▸ EXERCISE REQUIREMENTS
An exact copy of all the data below is needed, without its pictures.

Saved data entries
= = = = =

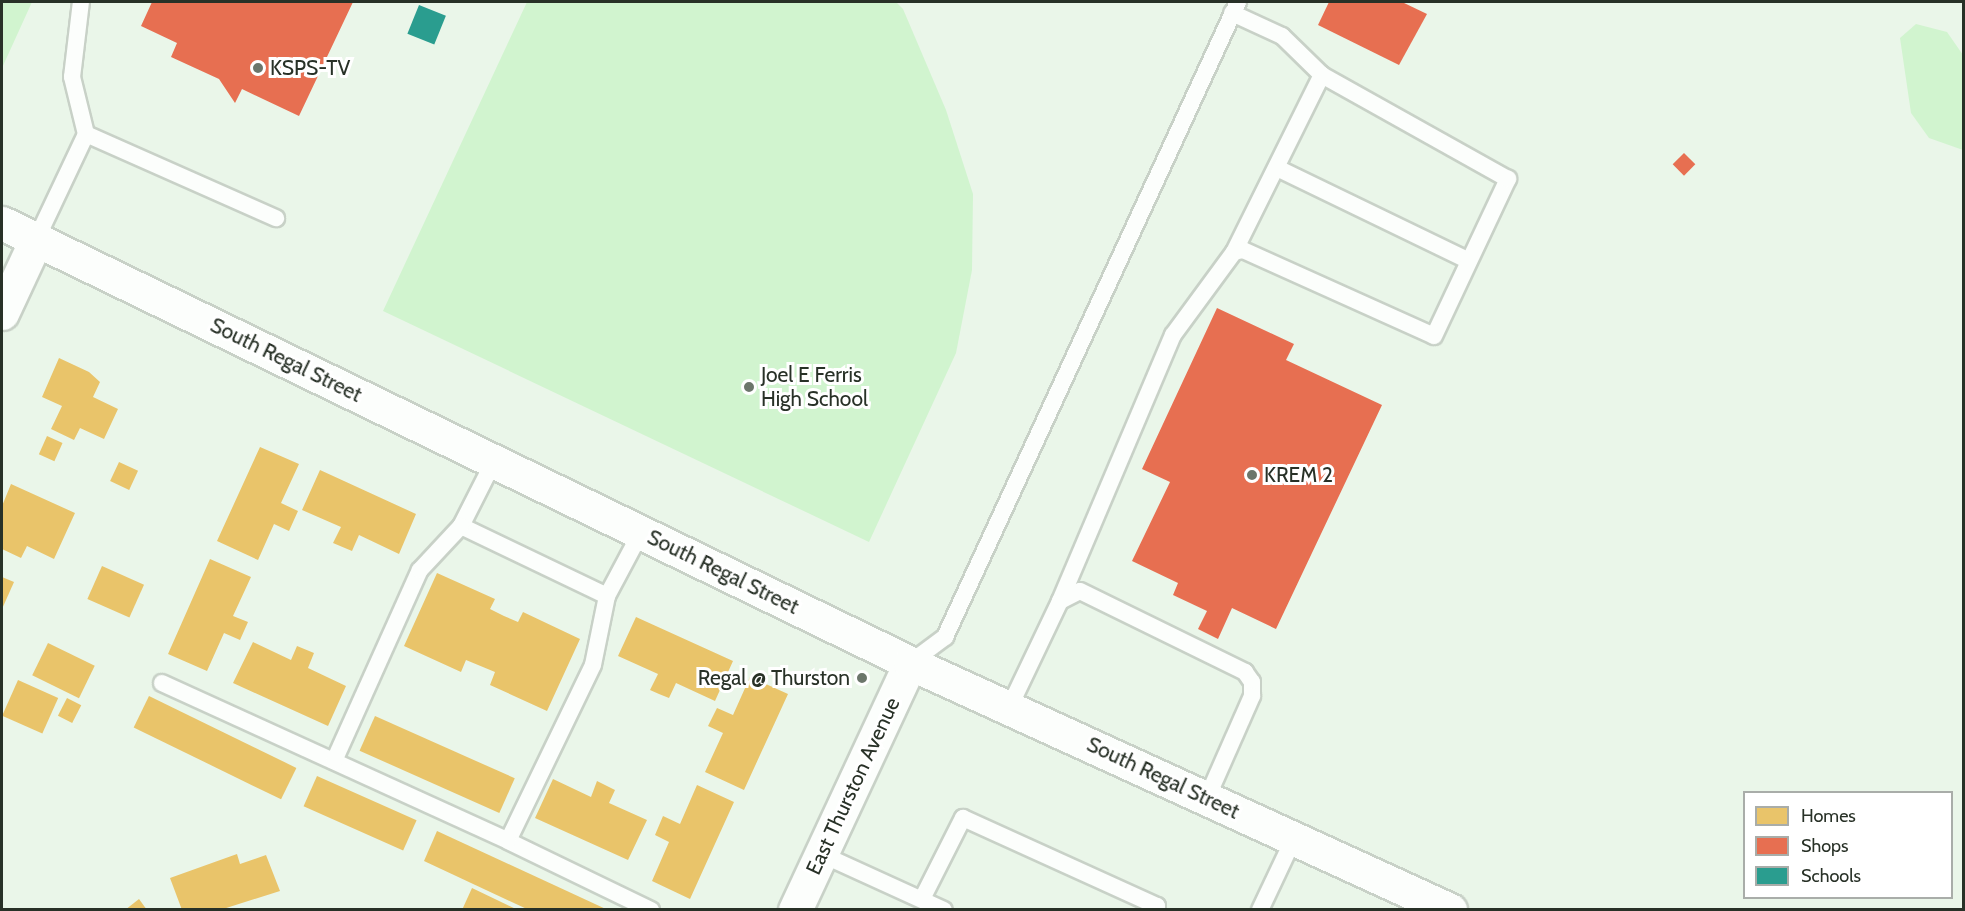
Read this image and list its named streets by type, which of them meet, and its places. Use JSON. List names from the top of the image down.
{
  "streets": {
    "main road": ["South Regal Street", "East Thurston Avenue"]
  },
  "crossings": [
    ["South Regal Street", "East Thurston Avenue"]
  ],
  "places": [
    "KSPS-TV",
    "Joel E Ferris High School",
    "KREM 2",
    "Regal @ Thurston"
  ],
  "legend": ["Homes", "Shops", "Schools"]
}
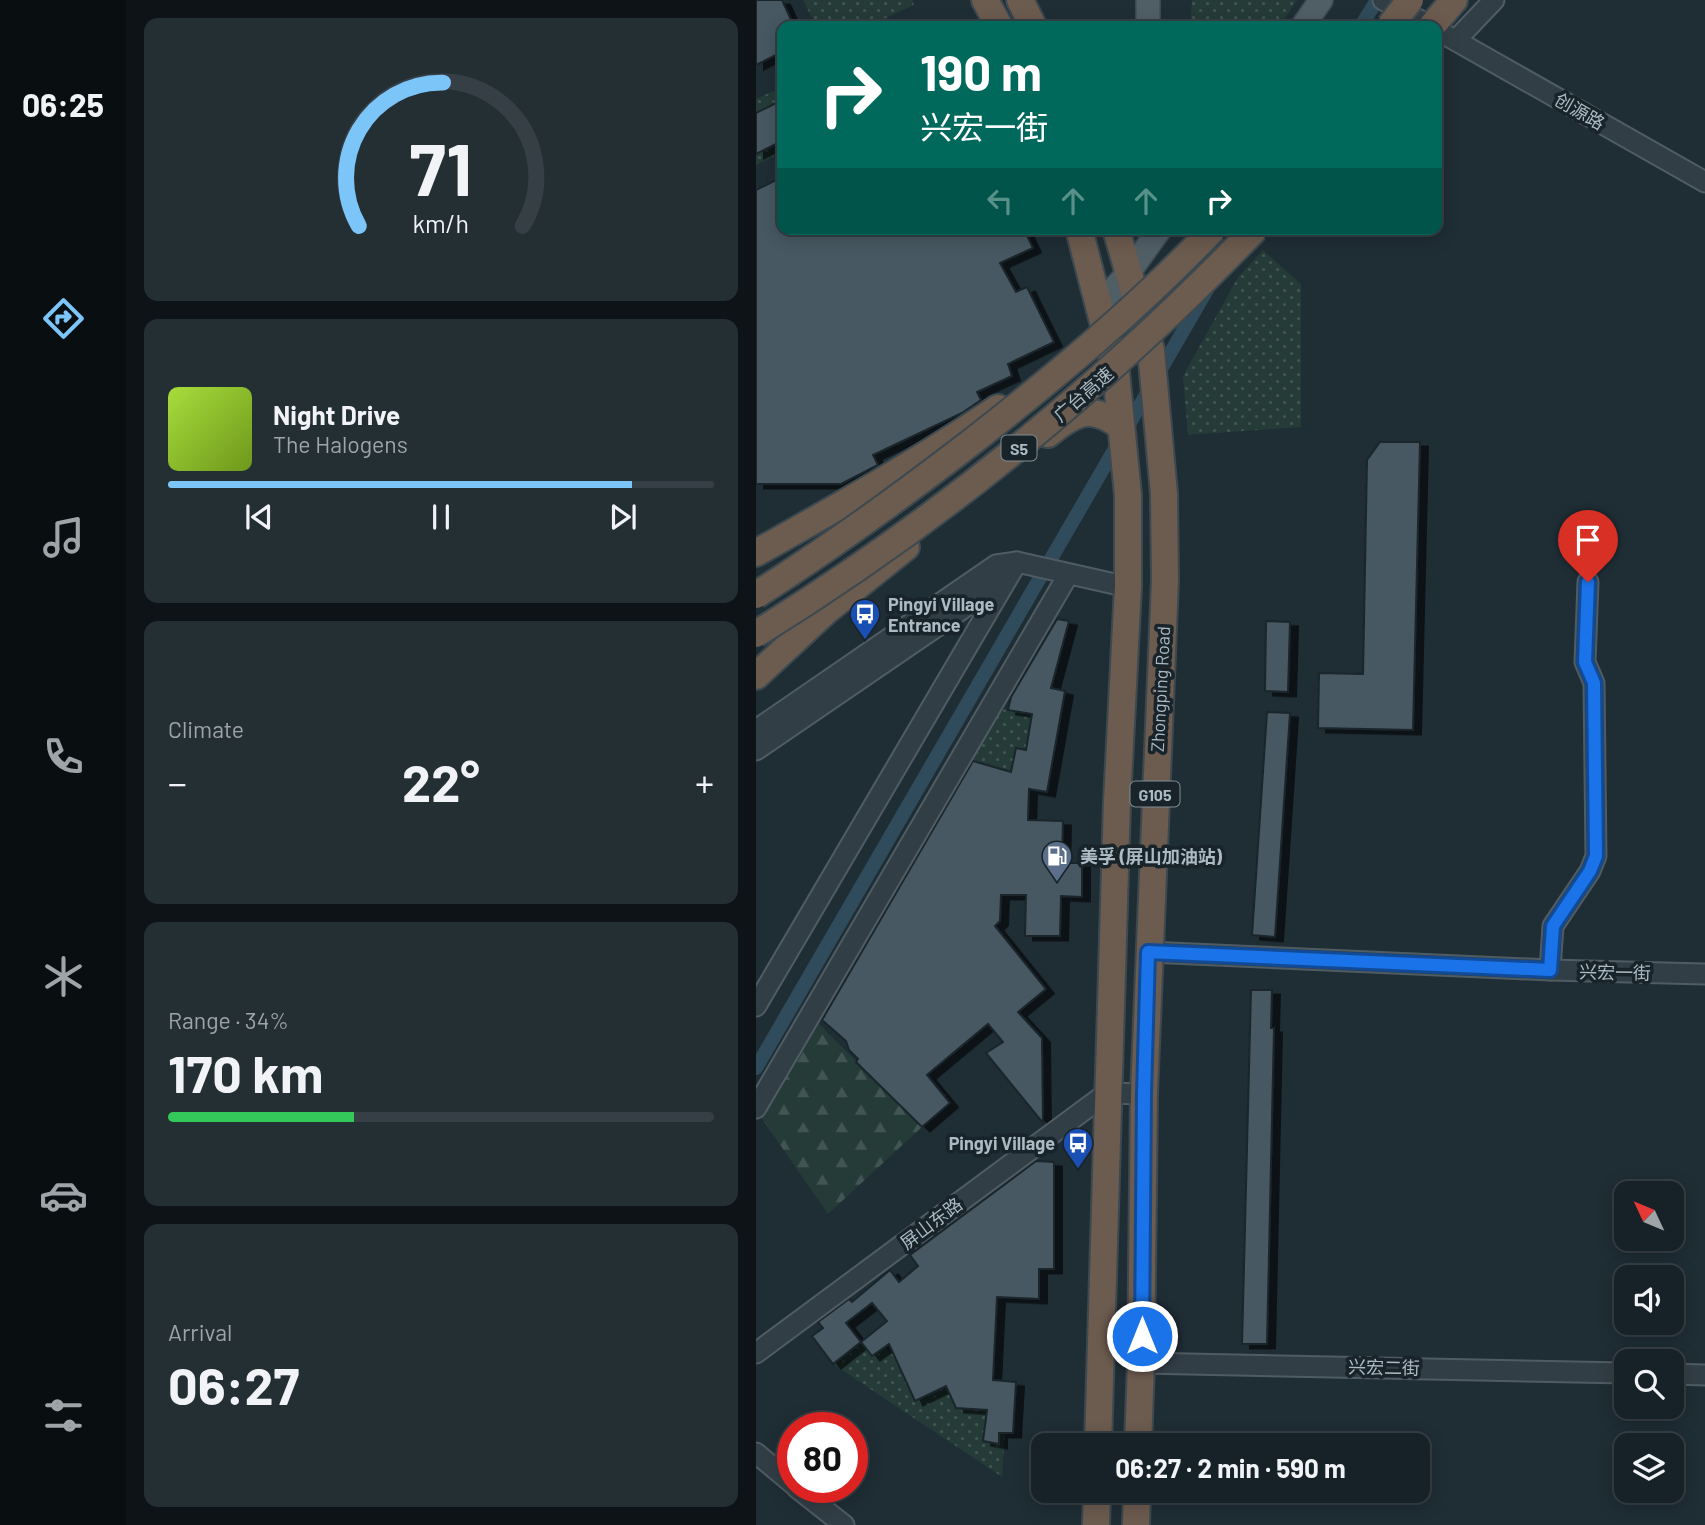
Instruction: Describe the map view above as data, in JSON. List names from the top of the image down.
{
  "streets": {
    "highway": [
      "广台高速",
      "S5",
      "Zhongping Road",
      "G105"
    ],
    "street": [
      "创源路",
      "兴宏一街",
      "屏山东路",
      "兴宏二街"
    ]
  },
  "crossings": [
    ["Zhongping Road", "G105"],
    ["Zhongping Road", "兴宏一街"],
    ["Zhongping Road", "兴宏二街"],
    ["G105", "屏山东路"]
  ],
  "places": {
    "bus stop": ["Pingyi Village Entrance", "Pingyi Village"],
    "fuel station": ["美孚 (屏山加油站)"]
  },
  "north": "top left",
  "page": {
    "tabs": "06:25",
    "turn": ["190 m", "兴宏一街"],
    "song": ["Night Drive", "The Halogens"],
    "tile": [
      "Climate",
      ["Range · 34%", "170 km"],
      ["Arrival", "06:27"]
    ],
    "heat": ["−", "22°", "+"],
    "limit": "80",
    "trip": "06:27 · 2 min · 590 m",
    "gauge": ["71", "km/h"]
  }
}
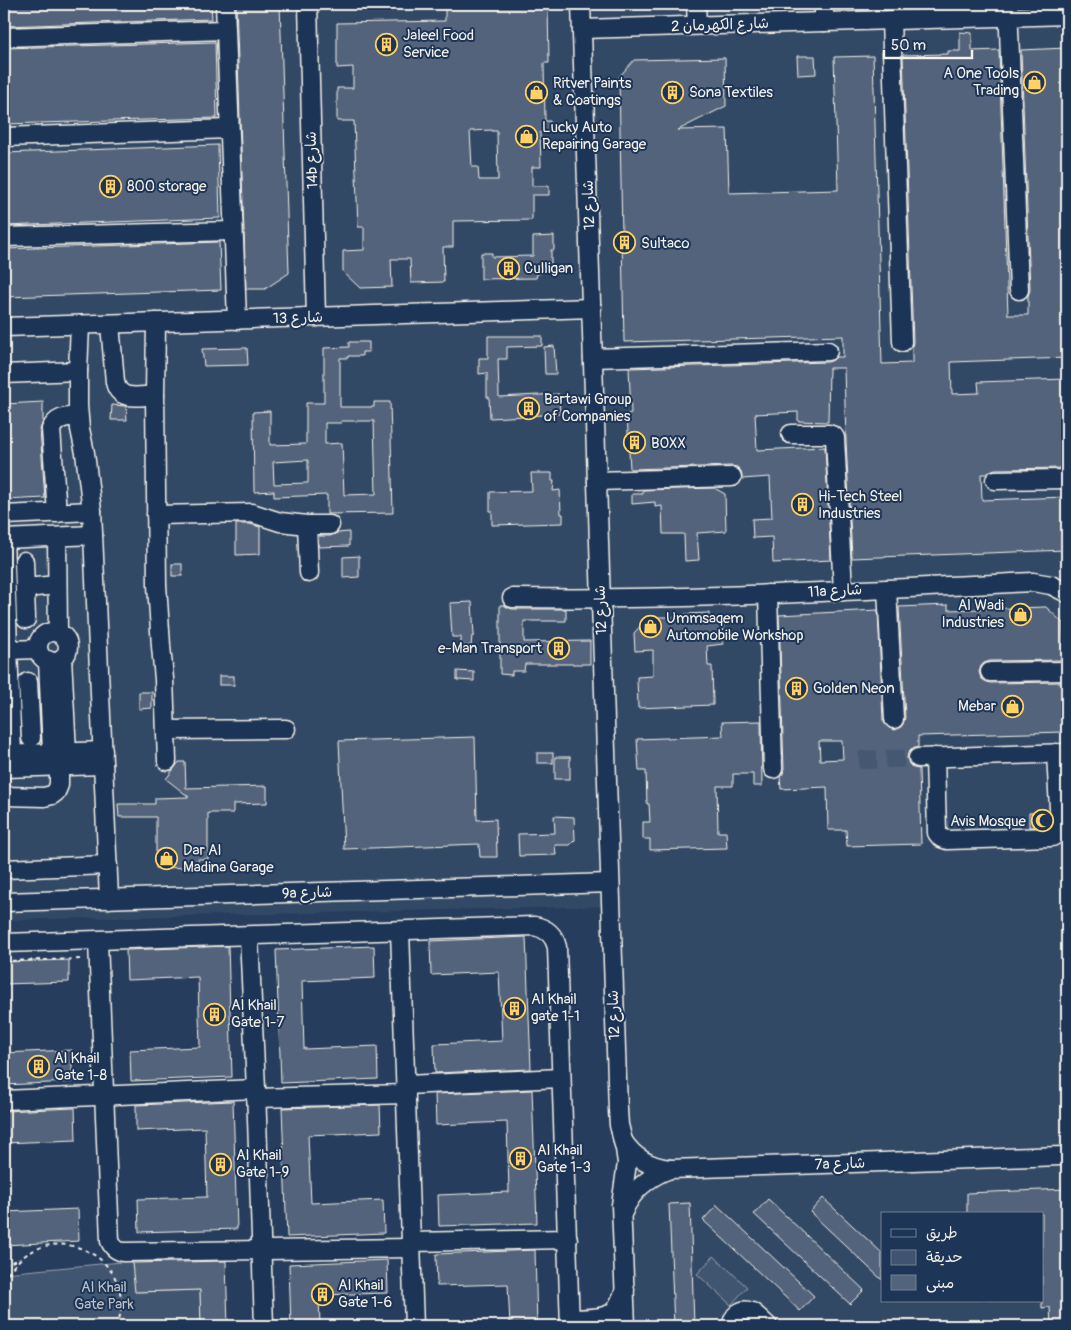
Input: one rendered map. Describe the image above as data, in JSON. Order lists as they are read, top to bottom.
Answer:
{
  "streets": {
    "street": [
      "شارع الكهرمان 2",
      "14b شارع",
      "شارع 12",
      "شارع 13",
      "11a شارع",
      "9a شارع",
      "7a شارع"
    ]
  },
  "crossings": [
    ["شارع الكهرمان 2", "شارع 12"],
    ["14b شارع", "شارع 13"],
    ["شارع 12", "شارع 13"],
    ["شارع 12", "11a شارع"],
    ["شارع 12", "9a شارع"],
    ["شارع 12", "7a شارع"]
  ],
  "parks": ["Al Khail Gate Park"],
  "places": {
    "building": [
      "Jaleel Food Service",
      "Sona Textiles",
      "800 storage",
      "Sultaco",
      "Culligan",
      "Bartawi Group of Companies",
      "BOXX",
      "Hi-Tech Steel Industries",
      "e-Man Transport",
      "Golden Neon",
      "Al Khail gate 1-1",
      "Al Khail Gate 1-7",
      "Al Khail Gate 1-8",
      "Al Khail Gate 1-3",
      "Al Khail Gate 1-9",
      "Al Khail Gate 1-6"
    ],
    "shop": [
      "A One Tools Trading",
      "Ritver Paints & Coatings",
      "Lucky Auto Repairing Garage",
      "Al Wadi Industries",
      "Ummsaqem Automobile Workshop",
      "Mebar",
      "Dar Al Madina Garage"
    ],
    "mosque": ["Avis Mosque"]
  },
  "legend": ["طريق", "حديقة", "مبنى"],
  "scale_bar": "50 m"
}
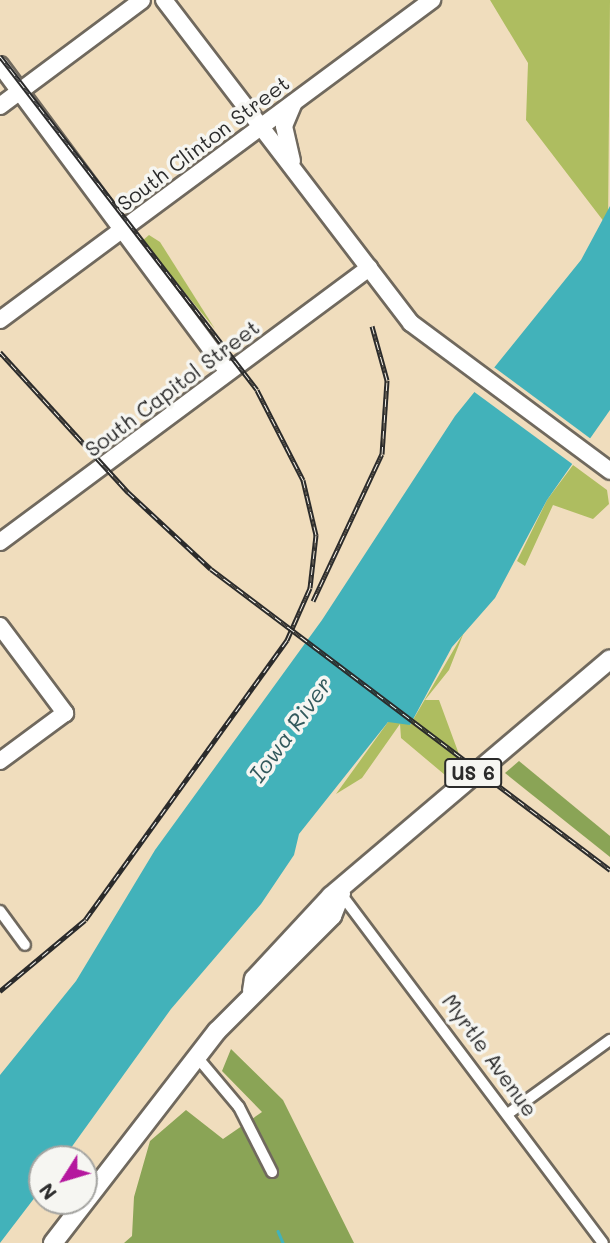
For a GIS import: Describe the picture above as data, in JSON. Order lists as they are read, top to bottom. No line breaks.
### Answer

= = = = =

▸ SOLVED EXERCISE
Read this image and list its named streets by type, which of them meet, and its places. Use JSON. List names from the top of the image down.
{
  "streets": {
    "main road": ["South Regal Street", "East Thurston Avenue"]
  },
  "crossings": [
    ["South Regal Street", "East Thurston Avenue"]
  ],
  "places": [
    "KSPS-TV",
    "Joel E Ferris High School",
    "KREM 2",
    "Regal @ Thurston"
  ],
  "legend": ["Homes", "Shops", "Schools"]
}
Instruction: Describe the map view above as data, in JSON. List names from the top of the image down.
{
  "streets": {
    "highway": [
      "广台高速",
      "S5",
      "Zhongping Road",
      "G105"
    ],
    "street": [
      "创源路",
      "兴宏一街",
      "屏山东路",
      "兴宏二街"
    ]
  },
  "crossings": [
    ["Zhongping Road", "G105"],
    ["Zhongping Road", "兴宏一街"],
    ["Zhongping Road", "兴宏二街"],
    ["G105", "屏山东路"]
  ],
  "places": {
    "bus stop": ["Pingyi Village Entrance", "Pingyi Village"],
    "fuel station": ["美孚 (屏山加油站)"]
  },
  "north": "top left",
  "page": {
    "tabs": "06:25",
    "turn": ["190 m", "兴宏一街"],
    "song": ["Night Drive", "The Halogens"],
    "tile": [
      "Climate",
      ["Range · 34%", "170 km"],
      ["Arrival", "06:27"]
    ],
    "heat": ["−", "22°", "+"],
    "limit": "80",
    "trip": "06:27 · 2 min · 590 m",
    "gauge": ["71", "km/h"]
  }
}
Input: one rendered map. Describe the image above as data, in JSON. Order lists as they are read, top to bottom.
Answer:
{
  "streets": {
    "street": [
      "شارع الكهرمان 2",
      "14b شارع",
      "شارع 12",
      "شارع 13",
      "11a شارع",
      "9a شارع",
      "7a شارع"
    ]
  },
  "crossings": [
    ["شارع الكهرمان 2", "شارع 12"],
    ["14b شارع", "شارع 13"],
    ["شارع 12", "شارع 13"],
    ["شارع 12", "11a شارع"],
    ["شارع 12", "9a شارع"],
    ["شارع 12", "7a شارع"]
  ],
  "parks": ["Al Khail Gate Park"],
  "places": {
    "building": [
      "Jaleel Food Service",
      "Sona Textiles",
      "800 storage",
      "Sultaco",
      "Culligan",
      "Bartawi Group of Companies",
      "BOXX",
      "Hi-Tech Steel Industries",
      "e-Man Transport",
      "Golden Neon",
      "Al Khail gate 1-1",
      "Al Khail Gate 1-7",
      "Al Khail Gate 1-8",
      "Al Khail Gate 1-3",
      "Al Khail Gate 1-9",
      "Al Khail Gate 1-6"
    ],
    "shop": [
      "A One Tools Trading",
      "Ritver Paints & Coatings",
      "Lucky Auto Repairing Garage",
      "Al Wadi Industries",
      "Ummsaqem Automobile Workshop",
      "Mebar",
      "Dar Al Madina Garage"
    ],
    "mosque": ["Avis Mosque"]
  },
  "legend": ["طريق", "حديقة", "مبنى"],
  "scale_bar": "50 m"
}
For a GIS import: Describe the picture above as data, in JSON. Order lists as they are read, top to bottom. No line breaks.
### Answer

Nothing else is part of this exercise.